This was Kevin’s first workshop in his new home. His new shed is spacious and well laid out but needs a few years of accumulated saw-dust and junk to feel like a proper wood-turning environment!
Kevin always comes with a new twist on things and this time almost literally. He started talking about nuts. Not your ordinary 10mm common or garden nut either but castellated nuts. You know the type where you put a split pin through the lumpy bits on the top of the nut and through a hole in the bolt bit. If you’ve ever had a propellor fall off your boat at a critical moment you’ll understand the importance of castellated nuts and split pins – but I digress.
As an aside, in archaeological terms, the lumpy bits around the top of a castle wall are not called “castellations”, but “crenellations”. The gaps in the wall being referred to as “crenels” and the bits of stone in between, “merlons”. But again I digress!
Using a flip chart. Kevin explained how he found inspiration in a castellated nut for an interesting variation on a small vase. His idea was to create a vase with castellations around the top and grooves leading from the crenels down the side of the vase. But first, a geometry lesson. For some in the room it brought back memories of protractors and set-squares and sore knuckles from teachers with sharp edged rulers.
Then on to the turning. Kevin started off with a sycamore blank maybe 250mm long by 100mm in diameter.
He shaped the outside of the vase very carefully paying particular attention to get the curve of the upper part of the vase as close as possible to the template he had prepared earlier. The reason for this precision became apparent later on when he came to cut the grooves.
He then shaped the bottom of the piece and defined the base, using a spindle gouge for the close-in work and finishing the outside with a scraper.
He then used a forstner bit to begin the hollowing process. He sometimes uses a Bull-nosed cutter for hollowing work though he finds this very aggressive. On this occasion he used a Mark Sanger tool, finishing off with a ½” scraper and a rub of sandpaper. Kevin demonstrated a very small LED light that could be attached to the tool itself with a small magnet to illuminate the inside of the piece. (Available from John Woods at www.woodart-products.co.uk, £19 + P&P)
Kevin then applied a thin (3-4mm) line of black artist’s gesso around the inside of the vase about 20mm down from the rim. The purpose of this being to hide any dye that might seep down the grain when he coloured the piece later. Then, rather than wait for the gesso to dry, he produced another piece turned to the same stage that he had prepared earlier and mounted it on the lathe.
In order to create the castellation and fluting effect, Kevin mounted a large worktable to the bed of the lathe, securing it with a couple of bolts. The purpose of the table being to provide a flat surface for the router (mounted in a wooden frame at right angles to the table) to work from.

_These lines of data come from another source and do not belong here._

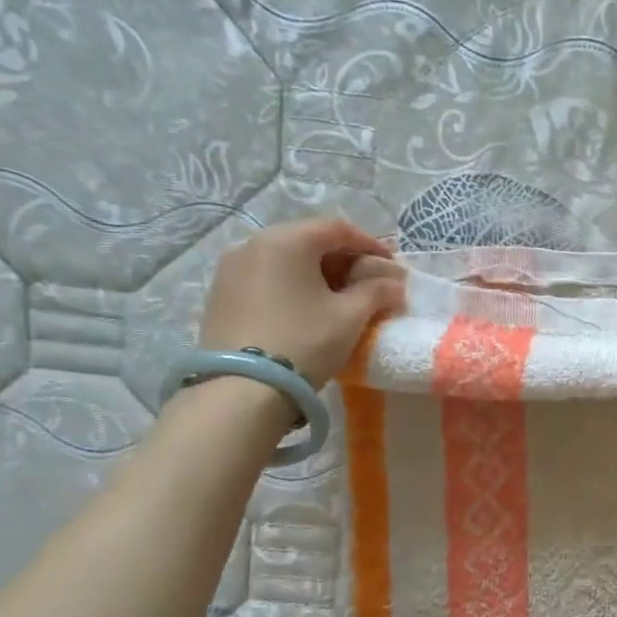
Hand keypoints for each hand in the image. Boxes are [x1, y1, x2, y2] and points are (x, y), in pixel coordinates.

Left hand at [198, 218, 404, 386]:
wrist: (243, 387)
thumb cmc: (305, 341)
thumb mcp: (351, 316)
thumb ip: (377, 292)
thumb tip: (395, 283)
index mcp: (286, 241)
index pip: (337, 229)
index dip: (371, 243)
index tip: (392, 264)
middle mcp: (253, 245)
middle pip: (308, 241)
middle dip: (344, 259)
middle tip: (369, 281)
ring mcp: (231, 270)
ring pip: (286, 260)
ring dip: (318, 273)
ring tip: (340, 297)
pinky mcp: (221, 295)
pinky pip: (267, 278)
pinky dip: (293, 285)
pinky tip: (307, 309)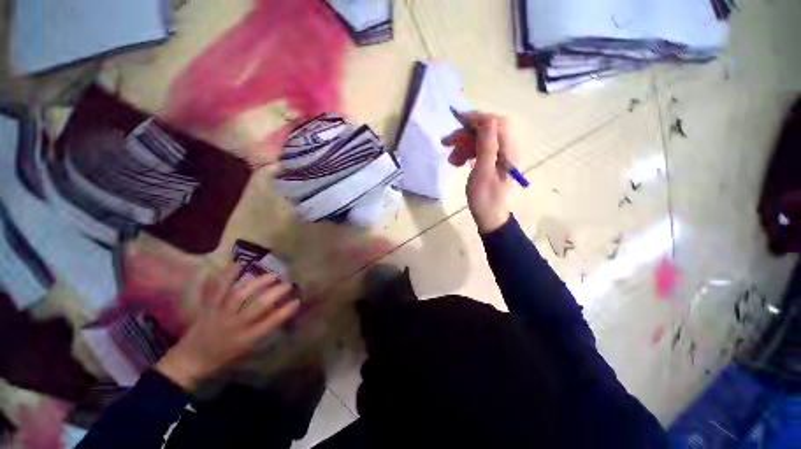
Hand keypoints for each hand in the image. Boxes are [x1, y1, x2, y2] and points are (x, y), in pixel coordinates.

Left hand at [156, 266, 300, 391]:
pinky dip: (225, 276)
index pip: (270, 324)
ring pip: (239, 295)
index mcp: (245, 339)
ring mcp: (219, 315)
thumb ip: (262, 329)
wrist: (189, 361)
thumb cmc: (223, 357)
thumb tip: (278, 309)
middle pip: (257, 306)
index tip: (297, 300)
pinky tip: (236, 264)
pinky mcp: (207, 307)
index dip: (285, 311)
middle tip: (288, 284)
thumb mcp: (246, 348)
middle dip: (275, 293)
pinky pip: (216, 290)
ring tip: (270, 275)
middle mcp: (234, 325)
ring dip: (257, 283)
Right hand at [442, 113, 516, 232]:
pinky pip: (477, 151)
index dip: (478, 119)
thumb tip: (487, 120)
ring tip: (451, 161)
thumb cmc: (485, 198)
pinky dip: (465, 154)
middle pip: (485, 131)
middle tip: (446, 143)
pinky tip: (457, 163)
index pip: (497, 124)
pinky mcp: (490, 162)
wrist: (488, 216)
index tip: (458, 121)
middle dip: (465, 135)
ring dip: (462, 147)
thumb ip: (486, 146)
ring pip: (478, 141)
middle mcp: (505, 150)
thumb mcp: (483, 173)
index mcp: (508, 151)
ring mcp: (497, 156)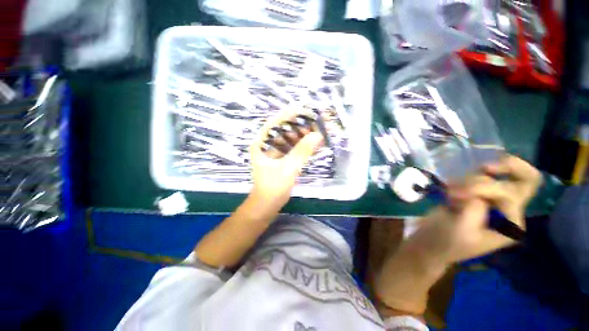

He then attached a wooden batten to the table to guide the router across the open mouth of the vase. Before commencing routing, Keven isolated the power supply to the lathe to avoid the potential for nasty accidents.
While Kevin’s lathe comes with an indexing facility he has found that there is a certain amount of play in the registration which can affect the accuracy of a piece like this so he has rigged up a spring-loaded catch that engages with the index ring on his chuck to take up the play.
Kevin then used the router and the guide batten to cut the castellations (12 in all) into the top of the vase.
His next step was to colour the outside of the piece using J D Lockwood water soluble dyes. Peacock blue in this case. He finds there’s a greenish tinge in the peacock blue that comes out nicely on the sycamore. He used a flexible “plug” inside the vase to prevent dye splashing on the inside surface of the vase.
The next step was to machine the grooves down the side of the piece. Kevin had fashioned an arrangement where the router could swing through an arc on the end of a radius arm clamped to the table. He explained that this was the reason for his care earlier in defining the shape of the upper part of the vase with the template. By ensuring that the vase had the profile of the arc of a circle and careful adjustment of the centre of rotation and length of the radius arm, he could ensure that the router, following a similar arc would cut a groove of constant depth. He used a stop fixed to the table to define the length of each of the grooves.
Again using his indexing arrangement Kevin then cut the 12 grooves in the side of the vase and finally parted off the piece.
Kevin then showed a selection of similar pieces he had made earlier with different woods and colour schemes. He also demonstrated a home-made indexing arrangement he had made using a disk of ply-wood fixed to the back of his chuck. He had generated a drilling pattern for the index plate using his CAD system and he offered to print off similar patterns for anyone who wanted one.